Task instructions -
When a line in the entries below contains the word "Avenue", copy that line.

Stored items
+ + + + + + +
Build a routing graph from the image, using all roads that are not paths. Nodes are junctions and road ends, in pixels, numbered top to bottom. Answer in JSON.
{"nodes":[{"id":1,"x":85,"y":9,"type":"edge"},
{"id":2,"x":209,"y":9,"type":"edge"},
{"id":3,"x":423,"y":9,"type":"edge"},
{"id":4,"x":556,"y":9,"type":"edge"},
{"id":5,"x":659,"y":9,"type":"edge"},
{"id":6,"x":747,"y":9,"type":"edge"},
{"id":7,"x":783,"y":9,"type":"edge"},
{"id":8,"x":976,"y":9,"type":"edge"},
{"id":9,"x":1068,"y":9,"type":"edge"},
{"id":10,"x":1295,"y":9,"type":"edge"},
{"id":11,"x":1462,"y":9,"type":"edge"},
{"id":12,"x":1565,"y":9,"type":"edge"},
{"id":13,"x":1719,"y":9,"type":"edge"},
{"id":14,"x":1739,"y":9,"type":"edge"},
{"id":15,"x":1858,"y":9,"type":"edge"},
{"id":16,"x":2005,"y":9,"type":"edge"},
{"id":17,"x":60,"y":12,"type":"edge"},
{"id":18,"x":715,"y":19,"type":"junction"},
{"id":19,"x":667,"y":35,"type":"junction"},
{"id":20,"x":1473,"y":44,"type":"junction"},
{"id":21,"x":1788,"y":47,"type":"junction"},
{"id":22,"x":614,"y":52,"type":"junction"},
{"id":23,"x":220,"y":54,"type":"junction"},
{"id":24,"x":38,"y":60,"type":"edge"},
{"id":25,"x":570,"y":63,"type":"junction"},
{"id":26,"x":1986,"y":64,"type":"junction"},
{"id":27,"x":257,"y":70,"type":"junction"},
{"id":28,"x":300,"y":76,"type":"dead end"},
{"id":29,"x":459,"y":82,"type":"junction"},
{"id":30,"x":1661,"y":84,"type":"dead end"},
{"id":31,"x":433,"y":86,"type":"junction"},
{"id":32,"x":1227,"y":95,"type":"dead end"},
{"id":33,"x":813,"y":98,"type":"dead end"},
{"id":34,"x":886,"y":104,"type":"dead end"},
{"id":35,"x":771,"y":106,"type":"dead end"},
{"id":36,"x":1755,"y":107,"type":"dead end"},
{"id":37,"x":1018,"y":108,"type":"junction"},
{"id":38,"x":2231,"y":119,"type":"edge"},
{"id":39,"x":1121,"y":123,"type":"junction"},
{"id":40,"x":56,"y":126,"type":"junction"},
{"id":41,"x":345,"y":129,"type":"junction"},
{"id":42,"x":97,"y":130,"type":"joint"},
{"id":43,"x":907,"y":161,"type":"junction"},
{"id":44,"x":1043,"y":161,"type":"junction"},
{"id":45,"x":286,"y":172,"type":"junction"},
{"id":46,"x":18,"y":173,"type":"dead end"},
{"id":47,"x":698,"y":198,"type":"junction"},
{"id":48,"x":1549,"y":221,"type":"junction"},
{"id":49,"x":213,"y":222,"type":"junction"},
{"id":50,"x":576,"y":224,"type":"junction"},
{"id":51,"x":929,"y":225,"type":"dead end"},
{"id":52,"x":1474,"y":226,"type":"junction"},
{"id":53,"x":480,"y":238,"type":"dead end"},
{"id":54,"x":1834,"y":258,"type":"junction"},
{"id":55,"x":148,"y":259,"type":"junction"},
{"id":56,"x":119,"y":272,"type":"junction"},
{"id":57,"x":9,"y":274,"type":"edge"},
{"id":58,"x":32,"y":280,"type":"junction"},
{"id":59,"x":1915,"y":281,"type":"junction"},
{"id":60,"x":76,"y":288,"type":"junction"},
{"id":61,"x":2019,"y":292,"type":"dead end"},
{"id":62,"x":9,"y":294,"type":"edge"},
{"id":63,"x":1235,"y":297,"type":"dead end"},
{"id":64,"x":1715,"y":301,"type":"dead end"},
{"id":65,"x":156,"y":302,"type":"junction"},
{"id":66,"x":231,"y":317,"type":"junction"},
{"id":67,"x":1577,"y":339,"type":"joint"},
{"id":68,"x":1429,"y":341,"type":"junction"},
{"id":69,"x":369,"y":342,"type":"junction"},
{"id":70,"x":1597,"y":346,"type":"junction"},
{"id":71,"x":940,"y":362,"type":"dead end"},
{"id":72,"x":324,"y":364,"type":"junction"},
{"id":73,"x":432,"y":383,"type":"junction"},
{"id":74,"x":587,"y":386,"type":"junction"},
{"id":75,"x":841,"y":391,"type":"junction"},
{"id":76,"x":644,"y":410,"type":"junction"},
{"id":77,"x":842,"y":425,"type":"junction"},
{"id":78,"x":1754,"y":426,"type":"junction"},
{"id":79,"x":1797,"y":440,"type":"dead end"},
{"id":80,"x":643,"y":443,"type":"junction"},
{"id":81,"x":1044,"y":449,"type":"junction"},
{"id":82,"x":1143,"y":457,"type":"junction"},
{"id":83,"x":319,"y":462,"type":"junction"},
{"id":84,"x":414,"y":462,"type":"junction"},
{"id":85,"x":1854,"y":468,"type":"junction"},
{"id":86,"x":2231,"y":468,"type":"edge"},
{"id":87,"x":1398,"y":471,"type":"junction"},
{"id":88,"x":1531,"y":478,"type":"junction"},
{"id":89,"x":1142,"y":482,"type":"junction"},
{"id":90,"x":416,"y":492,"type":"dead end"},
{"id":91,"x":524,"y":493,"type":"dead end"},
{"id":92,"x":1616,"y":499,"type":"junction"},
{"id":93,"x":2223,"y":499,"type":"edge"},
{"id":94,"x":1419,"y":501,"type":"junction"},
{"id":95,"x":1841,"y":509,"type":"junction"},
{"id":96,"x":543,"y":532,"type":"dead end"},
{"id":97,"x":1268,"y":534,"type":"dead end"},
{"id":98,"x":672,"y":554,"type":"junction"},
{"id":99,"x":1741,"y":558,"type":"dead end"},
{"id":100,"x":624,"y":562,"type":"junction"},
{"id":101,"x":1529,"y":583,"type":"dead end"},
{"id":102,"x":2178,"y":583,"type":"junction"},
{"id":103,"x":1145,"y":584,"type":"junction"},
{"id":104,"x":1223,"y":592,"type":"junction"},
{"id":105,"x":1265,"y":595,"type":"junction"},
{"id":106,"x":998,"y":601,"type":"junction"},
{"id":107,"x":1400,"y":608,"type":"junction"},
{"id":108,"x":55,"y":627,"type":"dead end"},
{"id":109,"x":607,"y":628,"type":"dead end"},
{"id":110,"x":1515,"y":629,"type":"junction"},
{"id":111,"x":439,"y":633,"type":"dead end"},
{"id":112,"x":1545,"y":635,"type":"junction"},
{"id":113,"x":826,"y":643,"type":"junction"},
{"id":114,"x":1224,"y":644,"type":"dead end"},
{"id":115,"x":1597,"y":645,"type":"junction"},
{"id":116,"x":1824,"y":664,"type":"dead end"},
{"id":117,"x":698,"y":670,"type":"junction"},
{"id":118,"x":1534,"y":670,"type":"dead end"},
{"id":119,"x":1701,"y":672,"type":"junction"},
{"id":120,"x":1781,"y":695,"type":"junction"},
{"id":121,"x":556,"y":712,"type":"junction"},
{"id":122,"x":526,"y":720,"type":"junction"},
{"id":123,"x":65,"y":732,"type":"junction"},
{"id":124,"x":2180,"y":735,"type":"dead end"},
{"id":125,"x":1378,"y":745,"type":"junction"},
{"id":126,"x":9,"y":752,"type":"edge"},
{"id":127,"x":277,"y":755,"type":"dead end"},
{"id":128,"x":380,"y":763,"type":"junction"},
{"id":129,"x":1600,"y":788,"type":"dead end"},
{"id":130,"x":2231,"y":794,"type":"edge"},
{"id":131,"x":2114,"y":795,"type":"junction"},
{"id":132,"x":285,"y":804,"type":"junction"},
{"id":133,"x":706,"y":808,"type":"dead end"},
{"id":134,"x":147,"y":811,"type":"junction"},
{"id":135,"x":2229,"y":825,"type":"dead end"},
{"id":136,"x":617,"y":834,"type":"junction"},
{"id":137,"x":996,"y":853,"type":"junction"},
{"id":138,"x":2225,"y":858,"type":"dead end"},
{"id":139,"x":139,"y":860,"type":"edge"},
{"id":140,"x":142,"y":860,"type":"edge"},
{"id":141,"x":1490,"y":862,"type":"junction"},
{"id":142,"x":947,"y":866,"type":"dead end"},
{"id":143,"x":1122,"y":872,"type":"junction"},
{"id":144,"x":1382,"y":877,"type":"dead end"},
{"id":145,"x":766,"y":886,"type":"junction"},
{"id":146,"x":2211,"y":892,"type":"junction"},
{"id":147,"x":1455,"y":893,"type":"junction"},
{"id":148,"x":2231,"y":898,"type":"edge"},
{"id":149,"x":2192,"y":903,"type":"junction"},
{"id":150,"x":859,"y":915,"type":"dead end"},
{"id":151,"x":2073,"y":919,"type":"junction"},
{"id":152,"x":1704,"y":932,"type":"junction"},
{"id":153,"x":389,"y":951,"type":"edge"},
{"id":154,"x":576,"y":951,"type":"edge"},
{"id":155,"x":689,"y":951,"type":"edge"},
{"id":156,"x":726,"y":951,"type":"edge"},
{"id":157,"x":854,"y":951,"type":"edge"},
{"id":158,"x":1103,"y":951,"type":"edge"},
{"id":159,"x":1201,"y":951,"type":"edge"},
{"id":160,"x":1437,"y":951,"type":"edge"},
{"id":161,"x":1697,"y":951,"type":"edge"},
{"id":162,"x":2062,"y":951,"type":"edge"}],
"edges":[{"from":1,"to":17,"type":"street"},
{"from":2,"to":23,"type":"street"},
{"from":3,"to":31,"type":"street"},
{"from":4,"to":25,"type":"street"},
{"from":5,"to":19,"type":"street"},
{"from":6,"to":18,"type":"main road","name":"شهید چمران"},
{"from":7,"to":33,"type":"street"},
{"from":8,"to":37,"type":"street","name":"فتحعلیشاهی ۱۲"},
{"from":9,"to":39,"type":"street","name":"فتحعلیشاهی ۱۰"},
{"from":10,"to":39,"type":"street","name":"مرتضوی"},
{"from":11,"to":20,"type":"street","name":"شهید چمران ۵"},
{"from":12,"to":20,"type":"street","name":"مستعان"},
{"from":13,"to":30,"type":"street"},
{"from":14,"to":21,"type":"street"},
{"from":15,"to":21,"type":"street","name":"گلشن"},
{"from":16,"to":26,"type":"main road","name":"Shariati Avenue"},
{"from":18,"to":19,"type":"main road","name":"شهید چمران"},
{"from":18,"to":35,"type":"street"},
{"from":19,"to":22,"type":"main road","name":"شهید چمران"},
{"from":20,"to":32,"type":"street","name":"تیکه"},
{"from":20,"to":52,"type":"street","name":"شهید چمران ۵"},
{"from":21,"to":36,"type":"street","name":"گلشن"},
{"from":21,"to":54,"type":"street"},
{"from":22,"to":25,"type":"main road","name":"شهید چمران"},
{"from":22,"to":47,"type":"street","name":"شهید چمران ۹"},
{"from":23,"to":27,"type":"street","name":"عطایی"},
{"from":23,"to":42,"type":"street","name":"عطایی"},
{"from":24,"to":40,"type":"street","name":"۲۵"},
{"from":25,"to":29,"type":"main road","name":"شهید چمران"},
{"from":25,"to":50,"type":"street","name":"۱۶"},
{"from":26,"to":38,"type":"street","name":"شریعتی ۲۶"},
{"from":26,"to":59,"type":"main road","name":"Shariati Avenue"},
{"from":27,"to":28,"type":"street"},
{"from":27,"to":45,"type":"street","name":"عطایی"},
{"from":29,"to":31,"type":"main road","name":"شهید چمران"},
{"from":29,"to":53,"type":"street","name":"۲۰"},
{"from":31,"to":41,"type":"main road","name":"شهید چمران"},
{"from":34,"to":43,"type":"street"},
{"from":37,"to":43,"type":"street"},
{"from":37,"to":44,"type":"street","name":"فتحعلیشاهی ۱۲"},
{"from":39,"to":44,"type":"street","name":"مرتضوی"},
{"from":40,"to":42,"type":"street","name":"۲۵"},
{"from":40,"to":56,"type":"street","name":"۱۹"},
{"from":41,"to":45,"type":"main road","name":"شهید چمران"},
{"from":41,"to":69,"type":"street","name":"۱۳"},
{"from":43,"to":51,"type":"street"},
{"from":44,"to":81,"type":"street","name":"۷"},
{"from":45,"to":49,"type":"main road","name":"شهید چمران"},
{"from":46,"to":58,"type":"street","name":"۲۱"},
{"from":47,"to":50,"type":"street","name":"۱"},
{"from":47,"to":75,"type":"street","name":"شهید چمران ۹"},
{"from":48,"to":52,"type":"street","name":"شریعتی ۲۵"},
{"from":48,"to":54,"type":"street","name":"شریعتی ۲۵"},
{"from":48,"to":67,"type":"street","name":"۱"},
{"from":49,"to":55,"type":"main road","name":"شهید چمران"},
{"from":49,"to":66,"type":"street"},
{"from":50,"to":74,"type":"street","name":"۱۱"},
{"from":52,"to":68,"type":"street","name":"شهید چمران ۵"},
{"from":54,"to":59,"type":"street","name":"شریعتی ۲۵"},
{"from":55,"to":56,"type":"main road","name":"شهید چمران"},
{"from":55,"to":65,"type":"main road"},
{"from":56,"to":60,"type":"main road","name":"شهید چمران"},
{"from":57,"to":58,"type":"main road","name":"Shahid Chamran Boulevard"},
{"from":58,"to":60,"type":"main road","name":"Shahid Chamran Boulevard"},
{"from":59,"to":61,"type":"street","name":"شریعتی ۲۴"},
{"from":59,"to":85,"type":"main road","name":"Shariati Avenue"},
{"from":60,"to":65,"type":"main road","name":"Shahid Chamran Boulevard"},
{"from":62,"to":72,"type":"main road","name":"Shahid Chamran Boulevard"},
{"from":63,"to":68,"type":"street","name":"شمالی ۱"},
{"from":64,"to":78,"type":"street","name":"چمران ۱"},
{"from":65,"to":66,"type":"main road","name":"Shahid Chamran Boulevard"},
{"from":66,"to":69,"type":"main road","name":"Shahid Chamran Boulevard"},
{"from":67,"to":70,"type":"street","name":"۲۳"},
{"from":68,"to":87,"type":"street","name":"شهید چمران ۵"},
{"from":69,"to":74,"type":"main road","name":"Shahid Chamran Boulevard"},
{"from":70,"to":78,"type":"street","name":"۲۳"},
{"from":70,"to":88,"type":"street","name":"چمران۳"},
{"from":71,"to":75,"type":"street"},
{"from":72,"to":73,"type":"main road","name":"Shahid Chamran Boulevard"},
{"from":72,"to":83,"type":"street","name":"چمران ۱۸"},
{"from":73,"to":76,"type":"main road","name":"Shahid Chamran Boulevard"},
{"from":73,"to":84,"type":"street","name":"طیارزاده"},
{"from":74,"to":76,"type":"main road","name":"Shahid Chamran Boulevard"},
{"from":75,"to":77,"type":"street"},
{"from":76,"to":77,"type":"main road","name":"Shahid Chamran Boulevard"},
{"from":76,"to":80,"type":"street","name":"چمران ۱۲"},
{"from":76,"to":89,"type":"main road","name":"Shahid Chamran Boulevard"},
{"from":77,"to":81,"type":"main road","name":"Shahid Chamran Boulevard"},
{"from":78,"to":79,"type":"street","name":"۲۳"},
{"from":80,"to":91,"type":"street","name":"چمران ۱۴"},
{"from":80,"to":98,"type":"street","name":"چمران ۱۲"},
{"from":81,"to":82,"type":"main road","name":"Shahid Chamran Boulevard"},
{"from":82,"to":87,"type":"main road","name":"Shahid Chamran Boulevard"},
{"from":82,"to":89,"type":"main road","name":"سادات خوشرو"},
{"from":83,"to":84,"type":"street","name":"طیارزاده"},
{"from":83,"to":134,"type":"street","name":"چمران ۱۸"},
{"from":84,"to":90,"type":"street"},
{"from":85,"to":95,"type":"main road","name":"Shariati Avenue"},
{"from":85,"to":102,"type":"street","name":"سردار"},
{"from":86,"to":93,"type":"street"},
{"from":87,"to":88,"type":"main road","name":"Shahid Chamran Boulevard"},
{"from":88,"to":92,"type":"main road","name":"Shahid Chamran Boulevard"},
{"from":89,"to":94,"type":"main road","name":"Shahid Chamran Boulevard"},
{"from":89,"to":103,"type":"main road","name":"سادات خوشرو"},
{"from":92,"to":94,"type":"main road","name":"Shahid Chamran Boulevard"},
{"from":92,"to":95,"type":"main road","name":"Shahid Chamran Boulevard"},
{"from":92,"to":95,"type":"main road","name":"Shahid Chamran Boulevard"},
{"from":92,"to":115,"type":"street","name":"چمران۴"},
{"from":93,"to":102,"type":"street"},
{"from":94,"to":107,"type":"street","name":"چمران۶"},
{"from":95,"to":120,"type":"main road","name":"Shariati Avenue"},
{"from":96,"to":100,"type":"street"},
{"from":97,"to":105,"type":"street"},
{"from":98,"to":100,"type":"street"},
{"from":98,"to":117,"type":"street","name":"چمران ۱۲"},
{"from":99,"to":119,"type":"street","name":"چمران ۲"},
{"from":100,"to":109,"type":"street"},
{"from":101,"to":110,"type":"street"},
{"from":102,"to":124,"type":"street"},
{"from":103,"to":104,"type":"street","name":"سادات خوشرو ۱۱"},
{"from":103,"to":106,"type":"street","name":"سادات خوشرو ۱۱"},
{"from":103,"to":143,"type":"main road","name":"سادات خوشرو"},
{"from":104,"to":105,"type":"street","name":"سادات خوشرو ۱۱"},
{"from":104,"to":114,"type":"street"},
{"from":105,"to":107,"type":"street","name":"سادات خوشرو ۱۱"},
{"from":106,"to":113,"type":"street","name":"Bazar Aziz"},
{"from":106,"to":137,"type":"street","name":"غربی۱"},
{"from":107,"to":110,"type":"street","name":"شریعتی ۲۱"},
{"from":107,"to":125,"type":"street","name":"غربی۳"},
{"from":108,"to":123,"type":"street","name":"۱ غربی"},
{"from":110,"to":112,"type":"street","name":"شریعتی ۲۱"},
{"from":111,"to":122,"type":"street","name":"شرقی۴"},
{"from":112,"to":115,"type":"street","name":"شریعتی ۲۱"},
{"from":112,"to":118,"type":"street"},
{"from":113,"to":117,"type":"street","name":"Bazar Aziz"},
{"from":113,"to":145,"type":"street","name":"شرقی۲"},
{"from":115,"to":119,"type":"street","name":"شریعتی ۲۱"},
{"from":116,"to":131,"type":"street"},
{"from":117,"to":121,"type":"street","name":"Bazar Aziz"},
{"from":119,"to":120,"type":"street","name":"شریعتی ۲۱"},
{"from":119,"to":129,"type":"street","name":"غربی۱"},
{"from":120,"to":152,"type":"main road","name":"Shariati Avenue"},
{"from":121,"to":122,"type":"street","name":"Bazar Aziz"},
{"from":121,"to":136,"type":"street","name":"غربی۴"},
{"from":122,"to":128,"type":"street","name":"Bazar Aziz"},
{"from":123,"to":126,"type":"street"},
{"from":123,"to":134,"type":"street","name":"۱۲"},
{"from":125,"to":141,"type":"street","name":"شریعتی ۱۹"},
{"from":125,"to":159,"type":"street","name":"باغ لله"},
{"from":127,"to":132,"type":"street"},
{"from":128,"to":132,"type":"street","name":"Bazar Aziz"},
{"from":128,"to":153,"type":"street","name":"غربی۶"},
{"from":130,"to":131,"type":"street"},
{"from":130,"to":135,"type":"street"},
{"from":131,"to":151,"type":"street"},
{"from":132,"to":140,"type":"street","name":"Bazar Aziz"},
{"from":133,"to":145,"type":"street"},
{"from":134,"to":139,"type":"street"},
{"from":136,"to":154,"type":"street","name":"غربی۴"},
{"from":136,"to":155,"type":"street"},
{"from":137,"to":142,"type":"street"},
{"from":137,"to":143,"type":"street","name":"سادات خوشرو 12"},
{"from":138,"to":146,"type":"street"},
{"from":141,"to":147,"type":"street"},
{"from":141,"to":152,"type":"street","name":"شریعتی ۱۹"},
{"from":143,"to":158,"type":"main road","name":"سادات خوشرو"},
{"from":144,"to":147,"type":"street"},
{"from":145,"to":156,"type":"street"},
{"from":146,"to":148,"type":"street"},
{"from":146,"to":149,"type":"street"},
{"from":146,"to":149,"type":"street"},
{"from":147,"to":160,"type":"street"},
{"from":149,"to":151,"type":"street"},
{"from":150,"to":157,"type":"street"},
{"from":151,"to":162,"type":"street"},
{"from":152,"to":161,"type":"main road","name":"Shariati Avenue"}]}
+ + + + + + +
Reply -
{"from":16,"to":26,"type":"main road","name":"Shariati Avenue"},
{"from":26,"to":59,"type":"main road","name":"Shariati Avenue"},
{"from":59,"to":85,"type":"main road","name":"Shariati Avenue"},
{"from":85,"to":95,"type":"main road","name":"Shariati Avenue"},
{"from":95,"to":120,"type":"main road","name":"Shariati Avenue"},
{"from":120,"to":152,"type":"main road","name":"Shariati Avenue"},
{"from":152,"to":161,"type":"main road","name":"Shariati Avenue"}]}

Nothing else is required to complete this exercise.